The United Hospital Fund of New York (UHF) is a nonprofit organization that focuses on improving health care in New York. It conducts health policy research and supports numerous health care initiatives through fundraising, grant-making, and collaboration with other health care organizations. Since August 2017, the organization is led by Oxiris Barbot.

==Founding and early program history==
The United Hospital Fund was founded as a charitable organization in 1879, raising money for New York hospitals that provided health care for people who could not otherwise afford it. Originally called the Hospital Saturday and Sunday Association of New York City, it was formed "to obtain benevolent gifts for the hospitals of New York... and to provide for distributing these gifts... among such hospitals." Its first president was George Macculloch Miller. The organization changed its name to the United Hospital Fund of New York in 1916.

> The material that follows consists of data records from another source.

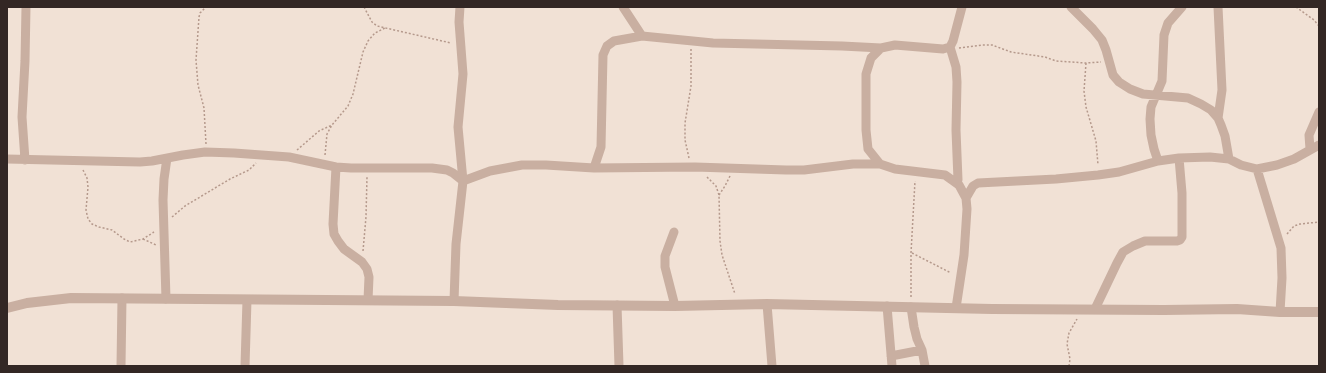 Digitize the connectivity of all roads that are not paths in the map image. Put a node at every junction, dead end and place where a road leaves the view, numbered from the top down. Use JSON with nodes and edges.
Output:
{"nodes":[{"id":1,"x":26,"y":7,"type":"edge"},
{"id":2,"x":460,"y":7,"type":"edge"},
{"id":3,"x":623,"y":7,"type":"edge"},
{"id":4,"x":962,"y":7,"type":"edge"},
{"id":5,"x":1071,"y":7,"type":"edge"},
{"id":6,"x":1182,"y":7,"type":"edge"},
{"id":7,"x":1218,"y":7,"type":"edge"},
{"id":8,"x":642,"y":36,"type":"junction"},
{"id":9,"x":881,"y":48,"type":"junction"},
{"id":10,"x":950,"y":48,"type":"junction"},
{"id":11,"x":1157,"y":95,"type":"junction"},
{"id":12,"x":1319,"y":112,"type":"edge"},
{"id":13,"x":1218,"y":118,"type":"junction"},
{"id":14,"x":1319,"y":145,"type":"edge"},
{"id":15,"x":868,"y":148,"type":"junction"},
{"id":16,"x":1310,"y":149,"type":"junction"},
{"id":17,"x":167,"y":158,"type":"junction"},
{"id":18,"x":1179,"y":158,"type":"junction"},
{"id":19,"x":7,"y":159,"type":"edge"},
{"id":20,"x":1229,"y":159,"type":"junction"},
{"id":21,"x":25,"y":160,"type":"junction"},
{"id":22,"x":1158,"y":161,"type":"junction"},
{"id":23,"x":853,"y":164,"type":"junction"},
{"id":24,"x":880,"y":164,"type":"junction"},
{"id":25,"x":336,"y":167,"type":"junction"},
{"id":26,"x":594,"y":168,"type":"junction"},
{"id":27,"x":1257,"y":169,"type":"junction"},
{"id":28,"x":956,"y":180,"type":"junction"},
{"id":29,"x":463,"y":181,"type":"junction"},
{"id":30,"x":978,"y":183,"type":"junction"},
{"id":31,"x":966,"y":198,"type":"junction"},
{"id":32,"x":674,"y":232,"type":"dead end"},
{"id":33,"x":122,"y":298,"type":"junction"},
{"id":34,"x":166,"y":299,"type":"junction"},
{"id":35,"x":247,"y":300,"type":"junction"},
{"id":36,"x":368,"y":300,"type":"junction"},
{"id":37,"x":454,"y":301,"type":"junction"},
{"id":38,"x":767,"y":304,"type":"junction"},
{"id":39,"x":617,"y":305,"type":"junction"},
{"id":40,"x":675,"y":306,"type":"junction"},
{"id":41,"x":887,"y":306,"type":"junction"},
{"id":42,"x":911,"y":307,"type":"junction"},
{"id":43,"x":7,"y":308,"type":"edge"},
{"id":44,"x":956,"y":308,"type":"junction"},
{"id":45,"x":1090,"y":309,"type":"junction"},
{"id":46,"x":1280,"y":312,"type":"junction"},
{"id":47,"x":1319,"y":312,"type":"edge"},
{"id":48,"x":922,"y":350,"type":"junction"},
{"id":49,"x":891,"y":356,"type":"junction"},
{"id":50,"x":121,"y":366,"type":"edge"},
{"id":51,"x":245,"y":366,"type":"edge"},
{"id":52,"x":619,"y":366,"type":"edge"},
{"id":53,"x":772,"y":366,"type":"edge"},
{"id":54,"x":892,"y":366,"type":"edge"},
{"id":55,"x":925,"y":366,"type":"edge"}],
"edges":[{"from":1,"to":21,"type":"street"},
{"from":2,"to":29,"type":"street"},
{"from":3,"to":8,"type":"street"},
{"from":4,"to":10,"type":"street"},
{"from":5,"to":11,"type":"street"},
{"from":6,"to":11,"type":"street"},
{"from":7,"to":13,"type":"street"},
{"from":8,"to":9,"type":"street"},
{"from":8,"to":26,"type":"street"},
{"from":9,"to":10,"type":"street"},
{"from":9,"to":15,"type":"street"},
{"from":10,"to":28,"type":"street"},
{"from":11,"to":13,"type":"street"},
{"from":11,"to":22,"type":"street"},
{"from":12,"to":16,"type":"street"},
{"from":13,"to":20,"type":"street"},
{"from":14,"to":16,"type":"street"},
{"from":15,"to":23,"type":"street"},
{"from":15,"to":24,"type":"street"},
{"from":16,"to":27,"type":"street"},
{"from":17,"to":21,"type":"street"},
{"from":17,"to":25,"type":"street"},
{"from":17,"to":34,"type":"street"},
{"from":18,"to":20,"type":"street"},
{"from":18,"to":22,"type":"street"},
{"from":18,"to":45,"type":"street"},
{"from":19,"to":21,"type":"street"},
{"from":20,"to":27,"type":"street"},
{"from":22,"to":30,"type":"street"},
{"from":23,"to":24,"type":"street"},
{"from":23,"to":26,"type":"street"},
{"from":24,"to":28,"type":"street"},
{"from":25,"to":29,"type":"street"},
{"from":25,"to":36,"type":"street"},
{"from":26,"to":29,"type":"street"},
{"from":27,"to":46,"type":"street"},
{"from":28,"to":30,"type":"street"},
{"from":28,"to":31,"type":"street"},
{"from":29,"to":37,"type":"street"},
{"from":30,"to":31,"type":"street"},
{"from":31,"to":44,"type":"street"},
{"from":32,"to":40,"type":"street"},
{"from":33,"to":34,"type":"street"},
{"from":33,"to":43,"type":"street"},
{"from":33,"to":50,"type":"street"},
{"from":34,"to":35,"type":"street"},
{"from":35,"to":36,"type":"street"},
{"from":35,"to":51,"type":"street"},
{"from":36,"to":37,"type":"street"},
{"from":37,"to":39,"type":"street"},
{"from":38,"to":40,"type":"street"},
{"from":38,"to":41,"type":"street"},
{"from":38,"to":53,"type":"street"},
{"from":39,"to":40,"type":"street"},
{"from":39,"to":52,"type":"street"},
{"from":41,"to":42,"type":"street"},
{"from":41,"to":49,"type":"street"},
{"from":42,"to":44,"type":"street"},
{"from":42,"to":48,"type":"street"},
{"from":44,"to":45,"type":"street"},
{"from":45,"to":46,"type":"street"},
{"from":46,"to":47,"type":"street"},
{"from":48,"to":49,"type":"street"},
{"from":48,"to":55,"type":"street"},
{"from":49,"to":54,"type":"street"}]}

In 1935, the Fund established the Associated Hospital Service of New York (AHS), which later became Blue Cross and Blue Shield of Greater New York. It also helped found organizations that became the Greater New York Hospital Association (1904), United Way of New York City (1938), and the New York Blood Center (1956).

==Recent research and notable activities==
In accordance with its mission, the Fund's research, policy analysis, and grant-making focus on health care and health equity, primarily in New York. Its research addresses health insurance coverage, health care quality, and patient safety. It is committed to reorienting health care services toward the needs of particular populations: the aging, people with HIV/AIDS, the chronically ill, and family caregivers.

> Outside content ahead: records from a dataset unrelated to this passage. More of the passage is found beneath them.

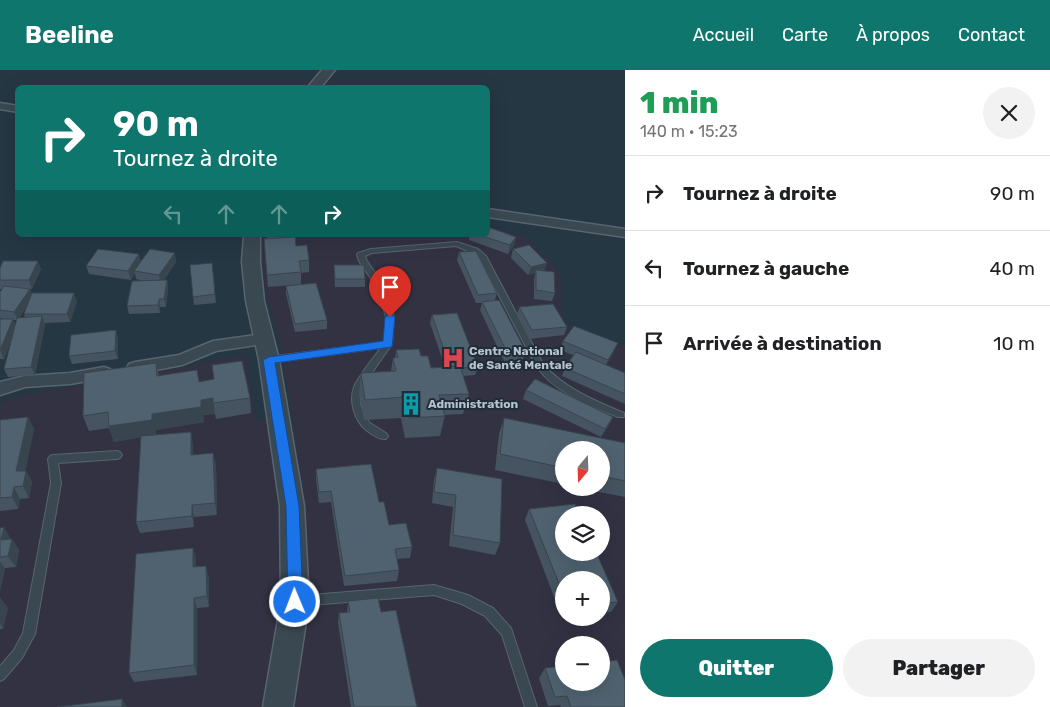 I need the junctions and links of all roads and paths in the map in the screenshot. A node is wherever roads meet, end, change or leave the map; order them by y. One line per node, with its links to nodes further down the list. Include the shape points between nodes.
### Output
1 (326, 70): 2 (street)
2 (315, 85)
3 (0, 106): 4 (street)
4 (15, 108)
5 (490, 213): 6 (street)
6 (625, 233)
7 (252, 237): 9 (street, via 252,278)
8 (388, 344): 9 (lane); 11 (lane, via 390,317 380,286 361,255 371,251 446,244 467,247 483,258 549,378 568,391); 12 (lane, via 358,387 356,404 367,426)
9 (266, 350): 10 (street, via 212,346 182,360 64,380 43,378); 14 (street, via 292,506)
10 (0, 389)
11 (621, 415)
12 (383, 436)
13 (117, 455): 15 (lane, via 53,459 56,482 29,634 18,654)
14 (295, 602): 16 (street); 17 (lane, via 434,590 464,599 489,612 507,632)
15 (0, 675)
16 (278, 707)
17 (531, 707)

Since 2005, the Medicaid Institute at United Hospital Fund has published numerous reports and studies exploring ways to improve New York's Medicaid program. Separately, the Fund's health insurance project has published a series of reports on the logistical and policy implications of setting up a health insurance exchange in the state following the passage of the Affordable Care Act.

Working with the Greater New York Hospital Association, the Fund has led and participated in numerous efforts focused on quality improvement and patient safety at New York hospitals. These initiatives have led to lower incidence of central-line associated bloodstream infections and cardiac arrest, as well as lower mortality rates from severe sepsis.

The Fund's Aging in Place initiative, begun in 2000, explores ways to provide health care and social services to seniors in their homes and communities, particularly in naturally occurring retirement communities (NORCs). In 2008, the Fund set up the Next Step in Care campaign, which provides informational resources for family caregivers and works to build effective partnerships between caregivers and health care providers and professionals.

Following the events of September 11, the Fund allocated $1 million to an initiative focused on Disaster Relief Medicaid, which helped get temporary health insurance coverage to 340,000 New Yorkers.

The Fund hosts an annual gala to recognize those who are making notable contributions to improving health care.

Between 2019 and 2024, the Fund awarded $2.6 million in grants.